Step 2: Key Formula or Approach:
The perpendicular distance $d$ from a point $P$ to a line passing through point $A$ with direction vector $\bar{b}$ is:
\[ d = \frac{|\vec{AP} \times \bar{b}|}{|\bar{b}|} \]
where $\vec{AP}$ is the vector from point $A$ on the line to the given point $P$.
Step 3: Detailed Explanation:
Let the given point be $P(-3, 2, 3)$.
The line passes through the point $A(4, 6, -2)$.
The direction vector of the line is $\bar{b} = -1\hat{i} + 2\hat{j} + 3\hat{k} = \langle -1, 2, 3 \rangle$.

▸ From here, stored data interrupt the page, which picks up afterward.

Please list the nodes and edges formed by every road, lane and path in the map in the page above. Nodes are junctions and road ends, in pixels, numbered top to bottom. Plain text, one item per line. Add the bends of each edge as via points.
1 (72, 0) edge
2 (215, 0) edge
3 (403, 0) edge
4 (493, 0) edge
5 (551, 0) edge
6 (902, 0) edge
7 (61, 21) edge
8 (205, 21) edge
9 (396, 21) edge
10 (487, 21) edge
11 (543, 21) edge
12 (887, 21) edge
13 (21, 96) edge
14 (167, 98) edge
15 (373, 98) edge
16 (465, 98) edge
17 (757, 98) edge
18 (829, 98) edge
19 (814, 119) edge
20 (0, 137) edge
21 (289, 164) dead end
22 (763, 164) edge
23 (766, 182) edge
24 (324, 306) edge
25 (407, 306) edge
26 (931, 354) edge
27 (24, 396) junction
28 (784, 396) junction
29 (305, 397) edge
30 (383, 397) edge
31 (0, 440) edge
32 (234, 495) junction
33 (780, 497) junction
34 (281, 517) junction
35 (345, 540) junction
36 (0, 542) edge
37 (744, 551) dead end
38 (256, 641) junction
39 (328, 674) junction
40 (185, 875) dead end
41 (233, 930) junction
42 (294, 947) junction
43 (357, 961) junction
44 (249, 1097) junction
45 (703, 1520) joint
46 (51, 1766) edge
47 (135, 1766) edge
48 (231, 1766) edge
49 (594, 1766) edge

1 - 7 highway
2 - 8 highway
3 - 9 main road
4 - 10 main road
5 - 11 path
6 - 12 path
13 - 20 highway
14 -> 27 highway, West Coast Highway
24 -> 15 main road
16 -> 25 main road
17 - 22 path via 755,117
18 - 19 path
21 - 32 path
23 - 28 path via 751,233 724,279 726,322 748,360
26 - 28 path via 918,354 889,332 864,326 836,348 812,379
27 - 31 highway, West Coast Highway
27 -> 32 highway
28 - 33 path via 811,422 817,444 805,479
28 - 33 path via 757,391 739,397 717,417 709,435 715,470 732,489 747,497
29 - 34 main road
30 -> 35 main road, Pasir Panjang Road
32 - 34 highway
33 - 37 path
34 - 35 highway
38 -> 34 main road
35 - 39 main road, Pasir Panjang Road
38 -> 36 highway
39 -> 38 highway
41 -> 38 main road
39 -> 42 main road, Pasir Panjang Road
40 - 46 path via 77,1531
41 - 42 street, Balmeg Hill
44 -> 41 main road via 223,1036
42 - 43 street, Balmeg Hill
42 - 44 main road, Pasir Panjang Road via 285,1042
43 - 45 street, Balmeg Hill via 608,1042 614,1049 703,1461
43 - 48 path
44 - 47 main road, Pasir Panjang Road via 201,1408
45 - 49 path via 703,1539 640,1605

First, construct the vector $\vec{AP}$:
\[ \vec{AP} = \text{Position vector of } P - \text{Position vector of } A \]
\[ \vec{AP} = \langle -3 - 4, 2 - 6, 3 - (-2) \rangle = \langle -7, -4, 5 \rangle \]
\[ \vec{AP} = -7\hat{i} - 4\hat{j} + 5\hat{k} \]
Next, compute the cross product $\vec{AP} \times \bar{b}$:
\[ \vec{AP} \times \bar{b} = \begin{vmatrix} \hat{i} & \hat{j} & \hat{k}
-7 & -4 & 5
-1 & 2 & 3 \end{vmatrix} \]
\[ = \hat{i}((-4)(3) - (5)(2)) - \hat{j}((-7)(3) - (5)(-1)) + \hat{k}((-7)(2) - (-4)(-1)) \]
\[ = \hat{i}(-12 - 10) - \hat{j}(-21 + 5) + \hat{k}(-14 - 4) \]
\[ = -22\hat{i} - \hat{j}(-16) - 18\hat{k} = \langle -22, 16, -18 \rangle \]
Now, find the magnitude of this cross product vector:
\[ |\vec{AP} \times \bar{b}| = \sqrt{(-22)^2 + 16^2 + (-18)^2} \]
\[ |\vec{AP} \times \bar{b}| = \sqrt{484 + 256 + 324} = \sqrt{1064} \]
Next, find the magnitude of the direction vector $\bar{b}$:
\[ |\bar{b}| = \sqrt{(-1)^2 + 2^2 + 3^2} = \sqrt{1 + 4 + 9} = \sqrt{14} \]
Finally, calculate the perpendicular distance $d$:
\[ d = \frac{|\vec{AP} \times \bar{b}|}{|\bar{b}|} = \frac{\sqrt{1064}}{\sqrt{14}} = \sqrt{\frac{1064}{14}} \]
\[ d = \sqrt{76} \]
Simplify the radical:
\[ d = \sqrt{4 \times 19} = 2\sqrt{19} \]
Step 4: Final Answer:
The perpendicular distance is $2\sqrt{19}$ units.